* _Exercise material_
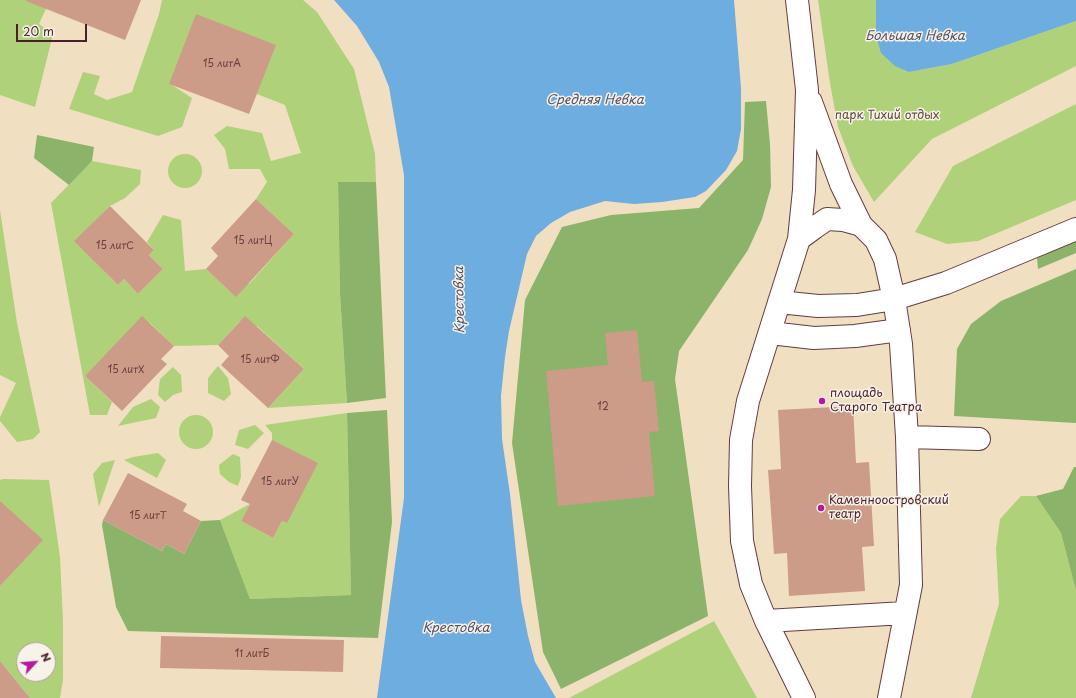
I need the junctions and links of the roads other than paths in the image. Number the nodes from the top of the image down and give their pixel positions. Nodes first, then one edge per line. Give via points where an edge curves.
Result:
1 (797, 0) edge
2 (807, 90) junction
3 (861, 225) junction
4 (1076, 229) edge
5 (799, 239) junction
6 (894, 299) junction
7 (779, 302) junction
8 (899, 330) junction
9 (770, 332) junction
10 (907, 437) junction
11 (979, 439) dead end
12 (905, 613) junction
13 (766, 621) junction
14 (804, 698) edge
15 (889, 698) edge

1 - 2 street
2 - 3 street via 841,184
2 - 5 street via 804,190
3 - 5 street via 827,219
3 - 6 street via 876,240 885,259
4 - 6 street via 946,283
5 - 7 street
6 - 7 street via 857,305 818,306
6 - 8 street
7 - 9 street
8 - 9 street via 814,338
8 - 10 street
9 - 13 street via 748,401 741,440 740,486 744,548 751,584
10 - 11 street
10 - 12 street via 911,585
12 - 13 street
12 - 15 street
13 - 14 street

* _Your goal_
When copying the listing, print each line exactly but leave out every picture.

* _The answer_
I need the junctions and links of the roads other than paths in the image. Number the nodes from the top of the image down and give their pixel positions. Nodes first, then one edge per line. Give via points where an edge curves.
Result:
1 (797, 0) edge
2 (807, 90) junction
3 (861, 225) junction
4 (1076, 229) edge
5 (799, 239) junction
6 (894, 299) junction
7 (779, 302) junction
8 (899, 330) junction
9 (770, 332) junction
10 (907, 437) junction
11 (979, 439) dead end
12 (905, 613) junction
13 (766, 621) junction
14 (804, 698) edge
15 (889, 698) edge

1 - 2 street
2 - 3 street via 841,184
2 - 5 street via 804,190
3 - 5 street via 827,219
3 - 6 street via 876,240 885,259
4 - 6 street via 946,283
5 - 7 street
6 - 7 street via 857,305 818,306
6 - 8 street
7 - 9 street
8 - 9 street via 814,338
8 - 10 street
9 - 13 street via 748,401 741,440 740,486 744,548 751,584
10 - 11 street
10 - 12 street via 911,585
12 - 13 street
12 - 15 street
13 - 14 street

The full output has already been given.